==== Data ====
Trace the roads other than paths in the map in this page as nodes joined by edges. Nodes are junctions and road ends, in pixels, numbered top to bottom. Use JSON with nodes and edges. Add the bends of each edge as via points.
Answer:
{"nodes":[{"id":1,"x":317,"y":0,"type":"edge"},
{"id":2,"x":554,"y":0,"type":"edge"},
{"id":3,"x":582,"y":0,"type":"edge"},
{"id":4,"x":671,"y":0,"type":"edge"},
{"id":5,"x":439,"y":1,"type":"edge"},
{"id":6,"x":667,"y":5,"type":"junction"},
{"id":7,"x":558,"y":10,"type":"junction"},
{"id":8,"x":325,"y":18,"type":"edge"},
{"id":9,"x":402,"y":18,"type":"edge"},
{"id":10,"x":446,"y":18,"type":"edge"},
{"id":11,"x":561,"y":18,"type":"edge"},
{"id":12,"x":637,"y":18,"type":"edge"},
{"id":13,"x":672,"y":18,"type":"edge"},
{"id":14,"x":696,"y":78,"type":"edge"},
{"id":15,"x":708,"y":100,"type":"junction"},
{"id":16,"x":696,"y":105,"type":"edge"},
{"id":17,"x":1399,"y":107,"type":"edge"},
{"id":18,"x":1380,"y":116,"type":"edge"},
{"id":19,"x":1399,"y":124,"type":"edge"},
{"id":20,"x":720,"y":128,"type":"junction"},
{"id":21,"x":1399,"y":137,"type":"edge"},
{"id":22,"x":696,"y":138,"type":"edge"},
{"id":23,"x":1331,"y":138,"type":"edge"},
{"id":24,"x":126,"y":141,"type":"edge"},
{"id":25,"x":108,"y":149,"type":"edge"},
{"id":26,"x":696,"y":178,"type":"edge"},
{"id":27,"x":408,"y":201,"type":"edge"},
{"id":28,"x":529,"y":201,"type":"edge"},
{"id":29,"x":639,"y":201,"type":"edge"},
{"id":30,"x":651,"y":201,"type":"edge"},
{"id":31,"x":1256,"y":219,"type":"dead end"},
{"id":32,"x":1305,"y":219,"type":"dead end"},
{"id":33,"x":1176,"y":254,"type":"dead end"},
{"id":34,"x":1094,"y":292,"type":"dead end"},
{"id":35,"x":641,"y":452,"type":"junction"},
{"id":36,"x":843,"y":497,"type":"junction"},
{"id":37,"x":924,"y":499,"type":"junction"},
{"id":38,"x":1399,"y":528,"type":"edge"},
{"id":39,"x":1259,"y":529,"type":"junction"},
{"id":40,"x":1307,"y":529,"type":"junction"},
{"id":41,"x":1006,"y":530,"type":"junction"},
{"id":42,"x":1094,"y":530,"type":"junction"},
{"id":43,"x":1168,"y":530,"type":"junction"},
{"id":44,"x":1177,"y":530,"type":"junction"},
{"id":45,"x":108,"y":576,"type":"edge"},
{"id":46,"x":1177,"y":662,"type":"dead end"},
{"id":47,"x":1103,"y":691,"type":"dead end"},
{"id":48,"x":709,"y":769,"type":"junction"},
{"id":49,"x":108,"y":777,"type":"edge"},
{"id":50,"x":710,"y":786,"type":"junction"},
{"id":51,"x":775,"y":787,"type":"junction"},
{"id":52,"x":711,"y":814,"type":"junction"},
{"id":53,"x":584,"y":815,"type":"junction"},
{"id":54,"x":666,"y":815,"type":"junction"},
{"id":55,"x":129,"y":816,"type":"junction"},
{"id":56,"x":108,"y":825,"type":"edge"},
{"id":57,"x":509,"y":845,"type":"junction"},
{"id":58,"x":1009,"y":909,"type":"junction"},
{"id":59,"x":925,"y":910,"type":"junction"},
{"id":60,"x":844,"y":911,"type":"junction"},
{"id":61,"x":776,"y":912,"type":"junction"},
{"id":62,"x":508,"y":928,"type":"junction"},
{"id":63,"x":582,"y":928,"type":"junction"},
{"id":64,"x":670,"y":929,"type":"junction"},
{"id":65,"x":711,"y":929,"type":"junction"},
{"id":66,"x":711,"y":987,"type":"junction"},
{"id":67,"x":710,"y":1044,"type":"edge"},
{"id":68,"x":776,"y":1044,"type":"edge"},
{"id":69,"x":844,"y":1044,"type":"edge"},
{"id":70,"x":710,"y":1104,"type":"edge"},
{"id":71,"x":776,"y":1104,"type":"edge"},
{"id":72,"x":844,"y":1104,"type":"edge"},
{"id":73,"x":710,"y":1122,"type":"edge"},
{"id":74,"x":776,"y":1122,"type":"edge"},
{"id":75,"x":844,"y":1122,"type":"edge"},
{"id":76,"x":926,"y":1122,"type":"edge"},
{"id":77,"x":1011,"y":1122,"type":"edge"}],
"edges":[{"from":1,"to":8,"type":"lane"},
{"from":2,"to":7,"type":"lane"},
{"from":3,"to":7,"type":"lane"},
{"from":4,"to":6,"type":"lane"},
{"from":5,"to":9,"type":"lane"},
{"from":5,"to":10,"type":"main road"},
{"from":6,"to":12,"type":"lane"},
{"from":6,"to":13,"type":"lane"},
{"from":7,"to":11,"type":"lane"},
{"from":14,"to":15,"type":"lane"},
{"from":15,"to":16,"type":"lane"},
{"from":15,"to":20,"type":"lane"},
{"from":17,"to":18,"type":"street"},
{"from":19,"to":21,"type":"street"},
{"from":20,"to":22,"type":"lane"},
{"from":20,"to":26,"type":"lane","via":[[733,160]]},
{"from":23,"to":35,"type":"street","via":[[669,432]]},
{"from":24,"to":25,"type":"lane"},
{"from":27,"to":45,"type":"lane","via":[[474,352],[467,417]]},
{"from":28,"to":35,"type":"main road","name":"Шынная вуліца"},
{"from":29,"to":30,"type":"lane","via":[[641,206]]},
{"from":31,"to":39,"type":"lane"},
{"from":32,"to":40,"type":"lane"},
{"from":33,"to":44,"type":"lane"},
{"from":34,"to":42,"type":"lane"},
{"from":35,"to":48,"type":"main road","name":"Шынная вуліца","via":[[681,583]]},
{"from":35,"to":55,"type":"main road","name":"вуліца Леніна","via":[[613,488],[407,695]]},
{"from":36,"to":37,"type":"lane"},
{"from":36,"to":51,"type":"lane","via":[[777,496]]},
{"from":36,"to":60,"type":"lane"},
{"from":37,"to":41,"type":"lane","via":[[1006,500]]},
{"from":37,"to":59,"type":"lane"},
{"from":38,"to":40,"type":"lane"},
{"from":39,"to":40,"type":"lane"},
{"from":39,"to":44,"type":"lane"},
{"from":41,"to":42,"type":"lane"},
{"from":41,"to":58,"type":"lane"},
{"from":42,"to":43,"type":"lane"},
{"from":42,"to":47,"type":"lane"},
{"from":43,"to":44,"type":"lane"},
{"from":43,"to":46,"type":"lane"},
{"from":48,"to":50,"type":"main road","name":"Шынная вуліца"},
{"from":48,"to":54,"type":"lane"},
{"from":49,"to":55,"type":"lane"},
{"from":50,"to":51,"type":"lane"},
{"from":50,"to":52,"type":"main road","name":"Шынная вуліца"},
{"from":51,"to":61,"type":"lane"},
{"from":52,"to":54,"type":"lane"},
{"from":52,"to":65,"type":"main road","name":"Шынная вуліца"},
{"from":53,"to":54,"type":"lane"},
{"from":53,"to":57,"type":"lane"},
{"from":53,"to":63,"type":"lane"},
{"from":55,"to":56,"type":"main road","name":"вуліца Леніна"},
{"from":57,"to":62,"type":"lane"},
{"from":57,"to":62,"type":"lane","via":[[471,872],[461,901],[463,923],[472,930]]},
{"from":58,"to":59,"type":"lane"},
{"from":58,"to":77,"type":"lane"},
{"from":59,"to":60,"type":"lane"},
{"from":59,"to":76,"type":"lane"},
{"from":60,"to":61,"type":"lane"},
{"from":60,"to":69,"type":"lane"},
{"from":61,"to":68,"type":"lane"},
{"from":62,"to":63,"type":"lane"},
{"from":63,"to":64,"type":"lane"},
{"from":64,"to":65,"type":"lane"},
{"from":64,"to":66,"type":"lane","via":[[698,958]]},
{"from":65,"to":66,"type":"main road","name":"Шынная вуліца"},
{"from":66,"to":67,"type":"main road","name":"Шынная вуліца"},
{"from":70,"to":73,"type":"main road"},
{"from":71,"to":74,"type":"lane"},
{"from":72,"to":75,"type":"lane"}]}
====
Each line in the entries above that includes the string "Шынная" should be extracted.

Solution to the problem:
{"from":28,"to":35,"type":"main road","name":"Шынная вуліца"},
{"from":35,"to":48,"type":"main road","name":"Шынная вуліца","via":[[681,583]]},
{"from":48,"to":50,"type":"main road","name":"Шынная вуліца"},
{"from":50,"to":52,"type":"main road","name":"Шынная вуліца"},
{"from":52,"to":65,"type":"main road","name":"Шынная вуліца"},
{"from":65,"to":66,"type":"main road","name":"Шынная вуліца"},
{"from":66,"to":67,"type":"main road","name":"Шынная вуліца"},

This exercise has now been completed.